D’une part, pour appliquer cette pénalité aux rappels de TVA déductible et aux rehaussements relatifs au rejet de charges, l’administration a relevé que la société Picard Déménagement, sur la période du 1er janvier 2016 au 31 juillet 2016, a présenté des factures de complaisance émises par la société Le Petit Parisien Déménagement (LPPD). Le service a également tenu compte du comportement de la société requérante qui avait indiqué lors des opérations de contrôle ne pas connaître précisément la société LPPD alors même que son représentant légal, M. A…, en était l’associé majoritaire. Par ailleurs, la société LPPD a été liquidée le 11 octobre 2026, alors même que trois factures émises en décembre 2016 ont été comptabilisées par la société Picard Déménagement et rejetées comme fictives. La société a déduit de la TVA relative aux factures afférentes aux prestations réalisées par la société HM Consulting, dont M. A… était le représentant légal et comptabilisé des charges au nom de cette société, sans aucune justification. Enfin, le service a également relevé que les règlements de la société Picard Déménagement ne transitaient pas par le compte bancaire de la société HM Consulting mais par celui de son gérant, de salariés de la société ou de tiers.
D’autre part, l’administration a également appliqué la pénalité prévue au c) de l’article 1729 du code général des impôts aux rappels de TVA colletée et aux rehaussements issus de la minoration du chiffre d’affaires, en relevant que l’ampleur de l’omission de recettes constatée démontrait la volonté délibérée de la société d’éluder la taxation d’une partie substantielle de son chiffre d’affaires au titre des exercices clos en 2016 et 2017. À ce titre, l’encaissement de chèques libellés au nom de la société Picard Déménagement par la société HM Consulting, société dont M. A… était le gérant et associé unique, relève d’un montage visant à soustraire ces recettes du chiffre d’affaires réellement réalisé par la société. En sa qualité de représentant légal des deux sociétés Picard Déménagement et HM Consulting, M. A… ne pouvait ignorer le caractère frauduleux de ces opérations.
Ces éléments démontrent une volonté d’éluder l’impôt, ainsi que la mise en œuvre de procédés visant à dissimuler les infractions. Par suite, c’est à bon droit que l’administration fiscale a fait application de la majoration de 80 % prévue par l’article 1729-c du code général des impôts.
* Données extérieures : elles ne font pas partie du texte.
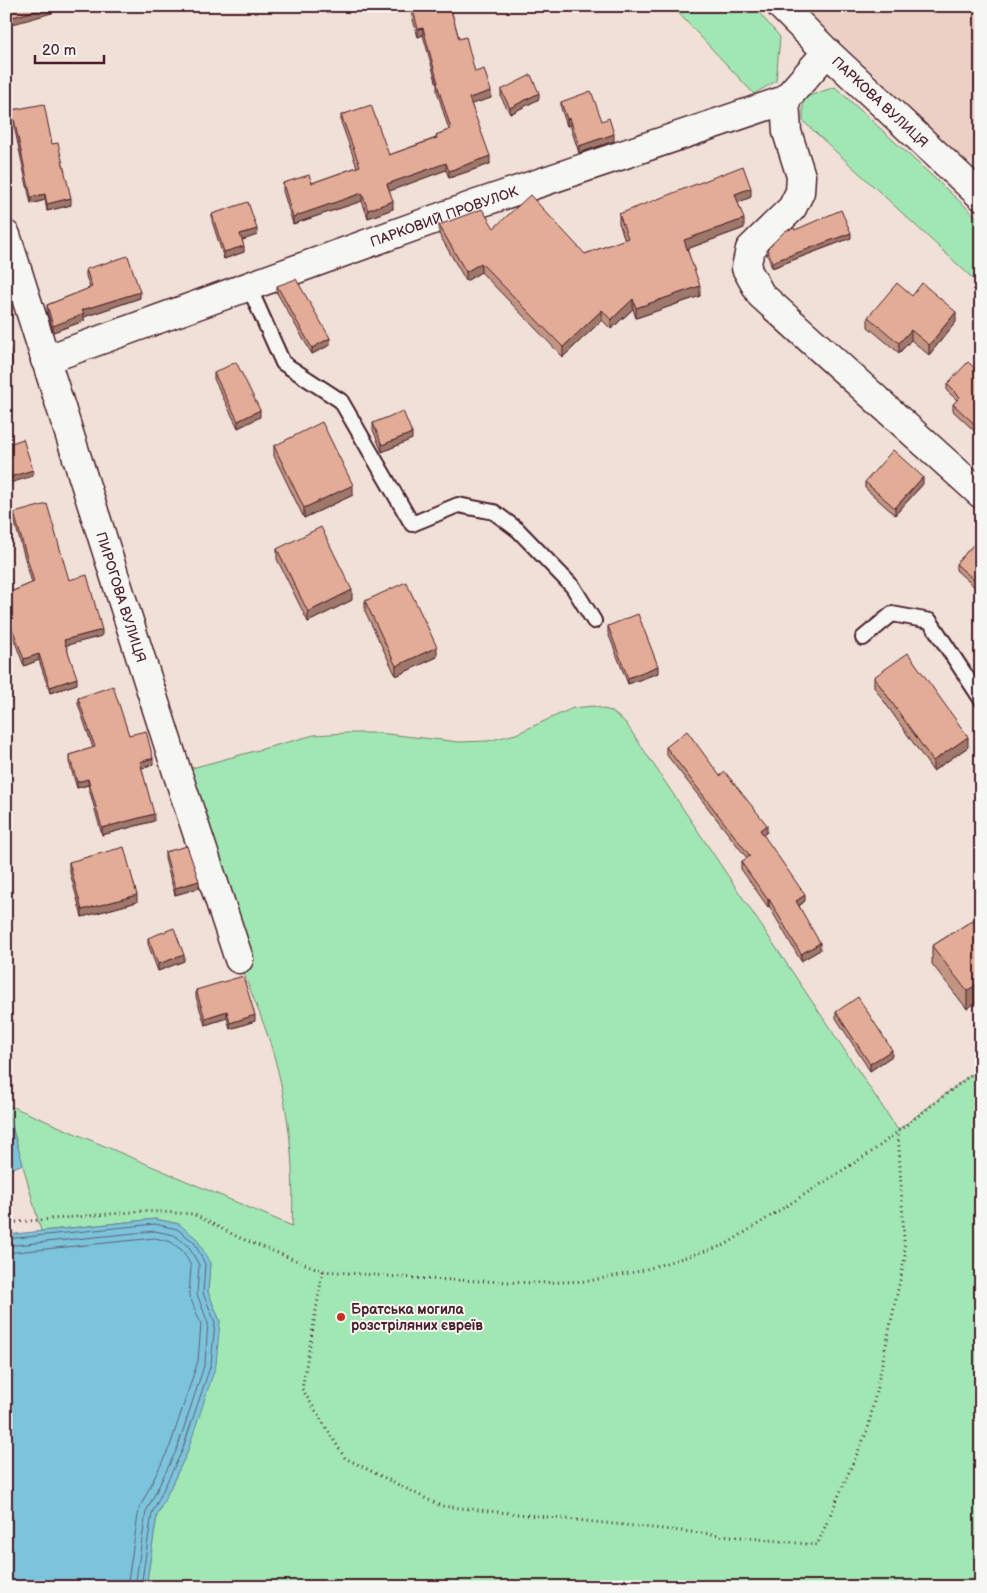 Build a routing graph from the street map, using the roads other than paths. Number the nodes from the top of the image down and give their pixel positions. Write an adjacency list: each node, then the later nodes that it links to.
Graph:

Il résulte de l’ensemble de ce qui précède que les conclusions à fin de décharge de la société doivent être rejetées ainsi que, par voie de conséquence, celles présentées sur le fondement des dispositions de l’article L. 761-1 du code de justice administrative.
D E C I D E :
Article 1er : Il n’y a pas lieu de statuer sur les conclusions de la requête de la SARL Manet Déménagement, à concurrence du dégrèvement des intérêts de retard et de la majoration prévue au a du 1 de l’article 1728 du même code, prononcé le 11 juin 2024.
Article 2 : Le surplus des conclusions de la requête est rejeté.
Article 3 : Le présent jugement sera notifié à la SARL Manet Déménagement et au directeur régional des finances publiques d’Ile-de-France et de Paris.
Délibéré après l’audience du 18 mai 2026, à laquelle siégeaient :
M. Séval, président,
M. Errera, premier conseiller,
Mme de Saint Chamas, première conseillère.
Rendu public par mise à disposition au greffe le 15 juin 2026.
La rapporteure,
signé
M. de SAINT CHAMASLe président,
signé
J.-P. SEVAL
La greffière,
signé
S. LARDINOIS
La République mande et ordonne au ministre de l’économie, des finances et de la souveraineté industrielle, énergétique et numérique en ce qui le concerne ou à tous commissaires de justice à ce requis en ce qui concerne les voies de droit commun contre les parties privées, de pourvoir à l’exécution de la présente décision.